The firm’s protest is a public rebuke of the Air Force, a measure rarely taken by America’s largest aerospace manufacturer.
“The Air Force’s approach is inconsistent with Congress’s direction in the 2017 NDAA and seems to ignore inherent and obvious conflicts of interest,” Caroline Hutchinson, a Boeing spokeswoman, said in an email Wednesday.
“We believe that the U.S. Air Force and taxpayer would be best served by a fair and open competition, and that the Air Force can still meet its stated timeline of replacing the aging fleet of EC-130Hs within 10 years.”
Boeing filed the protest with the Government Accountability Office on May 19. The nonpartisan office is expected to make a ruling by Aug. 28.
Company sources said the conflict of interest stems from L3’s unique relationship with airplane manufacturer Gulfstream, maker of the G550 business jet. L3 modifies G550s for foreign air forces.
U.S. Air Force officials had wanted to buy the G550 in an earlier attempt to replace the Compass Call, and Boeing alleges that in choosing L3, the Air Force is implicitly picking the G550 again.
Boeing would much rather the Air Force to hold a competition in which the Chicago-based company could pitch one of its jetliner-based aircraft to hold the sophisticated Compass Call electronics…..
The Compass Call program is the first of an expected string of programs to replace various fleets of decades-old Air Force intelligence planes based on the 707 jetliner. Winning the EC-130 replacement job would allow Boeing to argue the merits of commonality in future contests…..
Earlier this year, the Air Force gave L3 the responsibility for selecting a new plane for the Compass Call mission, saying that the service’s own acquisition officials lacked the expertise to make the decision.
L3 is the company that installs the sophisticated intelligence equipment on the current Compass Call aircraft, 42-year-old C-130s.
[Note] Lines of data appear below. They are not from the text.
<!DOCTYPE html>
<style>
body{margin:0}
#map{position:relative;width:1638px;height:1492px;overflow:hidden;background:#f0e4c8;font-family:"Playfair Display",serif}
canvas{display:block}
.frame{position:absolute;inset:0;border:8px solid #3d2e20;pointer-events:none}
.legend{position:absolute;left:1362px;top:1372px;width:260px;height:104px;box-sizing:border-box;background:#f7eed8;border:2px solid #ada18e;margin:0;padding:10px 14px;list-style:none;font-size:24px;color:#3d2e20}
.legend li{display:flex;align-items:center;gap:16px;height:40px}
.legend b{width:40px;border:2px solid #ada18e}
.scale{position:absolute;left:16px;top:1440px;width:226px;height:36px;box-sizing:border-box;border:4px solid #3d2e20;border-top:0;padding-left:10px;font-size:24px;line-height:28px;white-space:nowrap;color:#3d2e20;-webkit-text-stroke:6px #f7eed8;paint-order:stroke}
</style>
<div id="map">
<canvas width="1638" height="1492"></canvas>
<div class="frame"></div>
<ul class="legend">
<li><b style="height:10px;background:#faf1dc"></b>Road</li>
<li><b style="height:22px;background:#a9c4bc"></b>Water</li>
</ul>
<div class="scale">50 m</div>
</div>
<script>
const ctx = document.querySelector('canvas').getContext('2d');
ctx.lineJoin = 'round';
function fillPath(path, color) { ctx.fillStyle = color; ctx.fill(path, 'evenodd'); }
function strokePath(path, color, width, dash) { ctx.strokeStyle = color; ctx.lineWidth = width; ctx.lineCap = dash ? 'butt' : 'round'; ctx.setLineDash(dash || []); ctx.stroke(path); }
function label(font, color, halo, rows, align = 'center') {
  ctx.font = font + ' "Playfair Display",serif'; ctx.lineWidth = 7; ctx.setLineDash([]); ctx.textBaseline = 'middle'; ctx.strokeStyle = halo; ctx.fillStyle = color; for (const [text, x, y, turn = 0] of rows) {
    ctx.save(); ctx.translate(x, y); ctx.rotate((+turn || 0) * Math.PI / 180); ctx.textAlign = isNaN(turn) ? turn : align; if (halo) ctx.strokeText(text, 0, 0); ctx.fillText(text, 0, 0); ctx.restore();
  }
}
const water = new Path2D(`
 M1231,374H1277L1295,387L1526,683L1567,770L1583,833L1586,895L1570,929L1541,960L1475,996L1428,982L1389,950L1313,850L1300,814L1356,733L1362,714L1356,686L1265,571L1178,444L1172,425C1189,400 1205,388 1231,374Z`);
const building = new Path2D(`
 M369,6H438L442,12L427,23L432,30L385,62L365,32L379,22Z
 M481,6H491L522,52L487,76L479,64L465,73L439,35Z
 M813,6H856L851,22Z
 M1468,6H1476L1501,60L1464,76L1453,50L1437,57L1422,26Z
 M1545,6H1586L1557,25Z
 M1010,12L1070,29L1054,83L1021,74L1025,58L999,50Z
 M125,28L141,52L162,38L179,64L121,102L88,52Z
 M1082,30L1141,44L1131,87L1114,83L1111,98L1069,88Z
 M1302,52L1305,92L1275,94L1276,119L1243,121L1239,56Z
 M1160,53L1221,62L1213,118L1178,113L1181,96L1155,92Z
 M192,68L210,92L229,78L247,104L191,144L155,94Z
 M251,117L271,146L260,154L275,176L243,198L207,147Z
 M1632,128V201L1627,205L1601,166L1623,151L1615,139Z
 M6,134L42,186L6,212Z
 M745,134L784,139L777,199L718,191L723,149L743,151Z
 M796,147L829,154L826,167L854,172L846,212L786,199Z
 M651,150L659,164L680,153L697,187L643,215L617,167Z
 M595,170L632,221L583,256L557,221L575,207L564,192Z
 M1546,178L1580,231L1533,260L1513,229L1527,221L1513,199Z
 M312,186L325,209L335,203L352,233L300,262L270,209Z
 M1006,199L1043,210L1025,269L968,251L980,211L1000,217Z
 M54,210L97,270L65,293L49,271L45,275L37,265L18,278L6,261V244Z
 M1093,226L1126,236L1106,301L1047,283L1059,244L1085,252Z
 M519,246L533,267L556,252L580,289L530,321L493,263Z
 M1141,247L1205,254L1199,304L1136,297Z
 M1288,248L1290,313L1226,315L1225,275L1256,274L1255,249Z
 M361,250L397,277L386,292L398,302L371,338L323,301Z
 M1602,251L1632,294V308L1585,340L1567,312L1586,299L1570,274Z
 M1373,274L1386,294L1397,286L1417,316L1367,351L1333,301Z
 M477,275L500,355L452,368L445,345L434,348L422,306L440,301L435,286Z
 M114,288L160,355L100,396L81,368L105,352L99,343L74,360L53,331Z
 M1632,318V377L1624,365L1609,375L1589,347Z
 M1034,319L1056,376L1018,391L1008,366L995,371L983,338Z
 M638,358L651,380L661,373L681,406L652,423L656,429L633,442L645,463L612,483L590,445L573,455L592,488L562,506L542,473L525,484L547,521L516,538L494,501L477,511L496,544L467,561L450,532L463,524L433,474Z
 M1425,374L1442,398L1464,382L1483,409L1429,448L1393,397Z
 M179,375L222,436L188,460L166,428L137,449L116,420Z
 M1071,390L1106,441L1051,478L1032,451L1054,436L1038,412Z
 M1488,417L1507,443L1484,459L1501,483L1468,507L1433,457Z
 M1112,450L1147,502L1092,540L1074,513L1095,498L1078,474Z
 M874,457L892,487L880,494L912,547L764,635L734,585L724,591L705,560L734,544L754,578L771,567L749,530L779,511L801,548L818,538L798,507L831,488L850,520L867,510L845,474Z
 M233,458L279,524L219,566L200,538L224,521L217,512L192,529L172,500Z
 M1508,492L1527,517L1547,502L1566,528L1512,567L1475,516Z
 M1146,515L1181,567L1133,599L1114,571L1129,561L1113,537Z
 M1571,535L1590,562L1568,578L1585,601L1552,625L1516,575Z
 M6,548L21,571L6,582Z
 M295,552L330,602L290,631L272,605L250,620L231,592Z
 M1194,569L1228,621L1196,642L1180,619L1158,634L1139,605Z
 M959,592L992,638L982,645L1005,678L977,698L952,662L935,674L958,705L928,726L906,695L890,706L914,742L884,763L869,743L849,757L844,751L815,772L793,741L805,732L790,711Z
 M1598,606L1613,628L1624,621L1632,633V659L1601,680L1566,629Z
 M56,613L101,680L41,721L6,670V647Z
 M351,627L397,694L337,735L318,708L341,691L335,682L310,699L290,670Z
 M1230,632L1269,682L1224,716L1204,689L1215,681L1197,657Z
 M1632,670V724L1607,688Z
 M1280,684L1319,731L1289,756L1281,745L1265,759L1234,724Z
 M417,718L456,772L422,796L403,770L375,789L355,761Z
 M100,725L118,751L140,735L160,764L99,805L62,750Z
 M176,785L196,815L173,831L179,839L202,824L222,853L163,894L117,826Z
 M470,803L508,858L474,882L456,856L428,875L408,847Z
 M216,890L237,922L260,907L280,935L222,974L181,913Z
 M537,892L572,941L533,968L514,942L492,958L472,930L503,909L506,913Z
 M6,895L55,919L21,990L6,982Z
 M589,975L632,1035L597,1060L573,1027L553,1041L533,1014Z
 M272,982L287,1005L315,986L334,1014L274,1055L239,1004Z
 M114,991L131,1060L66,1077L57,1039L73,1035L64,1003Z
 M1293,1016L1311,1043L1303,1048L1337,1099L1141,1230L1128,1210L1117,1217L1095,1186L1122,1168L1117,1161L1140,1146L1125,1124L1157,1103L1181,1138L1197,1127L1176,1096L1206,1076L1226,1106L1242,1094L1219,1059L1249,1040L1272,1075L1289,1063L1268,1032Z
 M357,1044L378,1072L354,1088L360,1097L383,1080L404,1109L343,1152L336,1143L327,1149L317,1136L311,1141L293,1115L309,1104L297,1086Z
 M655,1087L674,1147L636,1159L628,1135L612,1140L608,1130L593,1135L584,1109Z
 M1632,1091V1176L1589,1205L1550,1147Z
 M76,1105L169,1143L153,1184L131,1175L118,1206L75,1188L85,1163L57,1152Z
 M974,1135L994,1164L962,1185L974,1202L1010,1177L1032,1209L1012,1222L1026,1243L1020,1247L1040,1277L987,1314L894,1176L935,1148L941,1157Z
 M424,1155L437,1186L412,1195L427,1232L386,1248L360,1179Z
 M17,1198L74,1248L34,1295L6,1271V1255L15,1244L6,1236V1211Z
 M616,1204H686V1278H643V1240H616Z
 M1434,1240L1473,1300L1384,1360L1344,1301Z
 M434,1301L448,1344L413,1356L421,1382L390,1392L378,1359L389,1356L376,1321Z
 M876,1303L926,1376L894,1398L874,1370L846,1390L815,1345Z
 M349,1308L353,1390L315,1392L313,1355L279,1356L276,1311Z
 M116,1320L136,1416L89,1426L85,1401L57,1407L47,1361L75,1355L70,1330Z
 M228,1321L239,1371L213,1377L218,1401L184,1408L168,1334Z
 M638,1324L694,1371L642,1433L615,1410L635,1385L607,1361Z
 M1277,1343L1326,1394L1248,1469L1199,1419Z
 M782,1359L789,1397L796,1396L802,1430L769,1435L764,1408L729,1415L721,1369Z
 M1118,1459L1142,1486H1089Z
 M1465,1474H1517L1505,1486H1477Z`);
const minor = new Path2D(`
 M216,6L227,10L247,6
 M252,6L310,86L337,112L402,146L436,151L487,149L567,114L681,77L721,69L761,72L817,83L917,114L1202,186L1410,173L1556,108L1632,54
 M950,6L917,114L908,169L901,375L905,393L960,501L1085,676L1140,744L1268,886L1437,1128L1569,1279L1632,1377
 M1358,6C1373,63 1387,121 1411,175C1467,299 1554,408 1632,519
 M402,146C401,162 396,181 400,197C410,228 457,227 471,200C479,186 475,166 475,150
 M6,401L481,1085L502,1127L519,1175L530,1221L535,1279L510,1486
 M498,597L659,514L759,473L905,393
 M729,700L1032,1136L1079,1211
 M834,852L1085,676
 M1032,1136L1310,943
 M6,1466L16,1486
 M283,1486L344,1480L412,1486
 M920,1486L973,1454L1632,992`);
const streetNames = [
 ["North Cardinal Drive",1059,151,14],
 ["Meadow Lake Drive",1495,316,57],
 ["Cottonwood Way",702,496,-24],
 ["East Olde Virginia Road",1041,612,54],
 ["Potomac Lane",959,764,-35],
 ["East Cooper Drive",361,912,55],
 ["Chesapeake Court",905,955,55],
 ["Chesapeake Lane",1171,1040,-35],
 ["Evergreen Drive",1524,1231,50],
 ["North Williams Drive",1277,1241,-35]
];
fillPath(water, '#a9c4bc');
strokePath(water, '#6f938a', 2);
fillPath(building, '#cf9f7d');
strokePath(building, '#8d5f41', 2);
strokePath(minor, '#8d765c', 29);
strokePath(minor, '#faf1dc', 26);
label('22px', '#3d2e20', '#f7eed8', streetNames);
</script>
The Air Force says it urgently needs to replace the EC-130H with and aircraft that can fly further and higher and offer better reliability.
Boeing argues that it, too, has the expertise to be put in charge of the project.
OK let us repeat that USAF comment: “the service’s own acquisition officials lacked the expertise to make the decision.”
It is time to drain the swamp and reset the entire acquisition approach.